PROVIDED RECORDS:
|---|

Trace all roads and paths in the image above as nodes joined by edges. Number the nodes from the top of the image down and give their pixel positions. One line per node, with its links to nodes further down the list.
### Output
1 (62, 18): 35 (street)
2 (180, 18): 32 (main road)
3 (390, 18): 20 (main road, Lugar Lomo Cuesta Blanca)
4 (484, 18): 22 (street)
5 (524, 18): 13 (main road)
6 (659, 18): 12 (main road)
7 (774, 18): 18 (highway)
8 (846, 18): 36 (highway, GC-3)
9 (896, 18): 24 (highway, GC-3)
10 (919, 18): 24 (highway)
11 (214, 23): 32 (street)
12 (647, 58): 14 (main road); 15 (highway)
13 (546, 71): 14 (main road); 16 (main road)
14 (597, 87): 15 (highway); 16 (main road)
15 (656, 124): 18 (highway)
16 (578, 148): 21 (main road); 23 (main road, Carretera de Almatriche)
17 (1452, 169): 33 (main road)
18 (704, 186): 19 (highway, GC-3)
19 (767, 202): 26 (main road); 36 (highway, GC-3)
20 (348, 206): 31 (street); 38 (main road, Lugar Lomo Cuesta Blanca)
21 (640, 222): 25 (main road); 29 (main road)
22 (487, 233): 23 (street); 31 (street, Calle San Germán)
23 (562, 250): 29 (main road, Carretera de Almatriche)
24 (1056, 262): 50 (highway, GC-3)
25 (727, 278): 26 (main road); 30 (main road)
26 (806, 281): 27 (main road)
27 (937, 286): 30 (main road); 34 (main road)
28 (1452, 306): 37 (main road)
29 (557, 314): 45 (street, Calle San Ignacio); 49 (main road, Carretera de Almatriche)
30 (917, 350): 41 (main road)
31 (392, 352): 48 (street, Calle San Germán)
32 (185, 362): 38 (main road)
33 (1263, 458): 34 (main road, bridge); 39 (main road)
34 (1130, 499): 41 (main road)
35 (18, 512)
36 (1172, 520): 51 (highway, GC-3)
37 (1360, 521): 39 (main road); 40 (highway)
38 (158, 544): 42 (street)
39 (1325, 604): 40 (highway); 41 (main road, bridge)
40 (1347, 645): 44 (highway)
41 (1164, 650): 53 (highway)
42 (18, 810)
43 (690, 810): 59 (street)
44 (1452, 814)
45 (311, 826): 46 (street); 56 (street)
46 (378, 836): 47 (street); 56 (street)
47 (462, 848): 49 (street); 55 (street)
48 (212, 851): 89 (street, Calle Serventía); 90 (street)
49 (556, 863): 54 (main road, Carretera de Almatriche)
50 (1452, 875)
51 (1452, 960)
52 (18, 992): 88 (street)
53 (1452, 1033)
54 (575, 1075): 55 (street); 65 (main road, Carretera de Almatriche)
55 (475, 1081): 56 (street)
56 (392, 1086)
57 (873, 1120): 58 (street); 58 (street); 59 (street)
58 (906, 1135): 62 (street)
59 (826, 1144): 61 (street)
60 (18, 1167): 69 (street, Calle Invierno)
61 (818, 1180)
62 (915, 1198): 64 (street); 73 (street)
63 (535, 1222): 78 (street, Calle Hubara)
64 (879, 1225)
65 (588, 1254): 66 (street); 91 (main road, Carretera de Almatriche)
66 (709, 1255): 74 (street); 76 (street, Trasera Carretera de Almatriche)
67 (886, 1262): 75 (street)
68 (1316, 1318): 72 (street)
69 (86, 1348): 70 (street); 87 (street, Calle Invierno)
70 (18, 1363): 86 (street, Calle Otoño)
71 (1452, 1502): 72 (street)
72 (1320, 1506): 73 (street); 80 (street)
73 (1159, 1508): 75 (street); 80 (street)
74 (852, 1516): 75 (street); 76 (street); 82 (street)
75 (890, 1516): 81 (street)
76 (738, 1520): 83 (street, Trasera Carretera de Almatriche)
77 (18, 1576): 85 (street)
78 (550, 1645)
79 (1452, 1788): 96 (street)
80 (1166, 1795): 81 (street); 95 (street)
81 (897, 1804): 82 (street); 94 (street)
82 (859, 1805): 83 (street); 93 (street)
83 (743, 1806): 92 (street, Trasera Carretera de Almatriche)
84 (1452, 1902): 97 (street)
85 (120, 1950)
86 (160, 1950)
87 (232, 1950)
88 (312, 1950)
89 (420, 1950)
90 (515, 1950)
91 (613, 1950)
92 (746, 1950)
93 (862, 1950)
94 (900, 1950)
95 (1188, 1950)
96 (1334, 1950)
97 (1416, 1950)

|---|

TASK TO CARRY OUT:
Filter the entries down to the lines with the word "Blanca" in them, and copy those lines.

SOLUTION TO THIS TASK:
3 (390, 18): 20 (main road, Lugar Lomo Cuesta Blanca)
20 (348, 206): 31 (street); 38 (main road, Lugar Lomo Cuesta Blanca)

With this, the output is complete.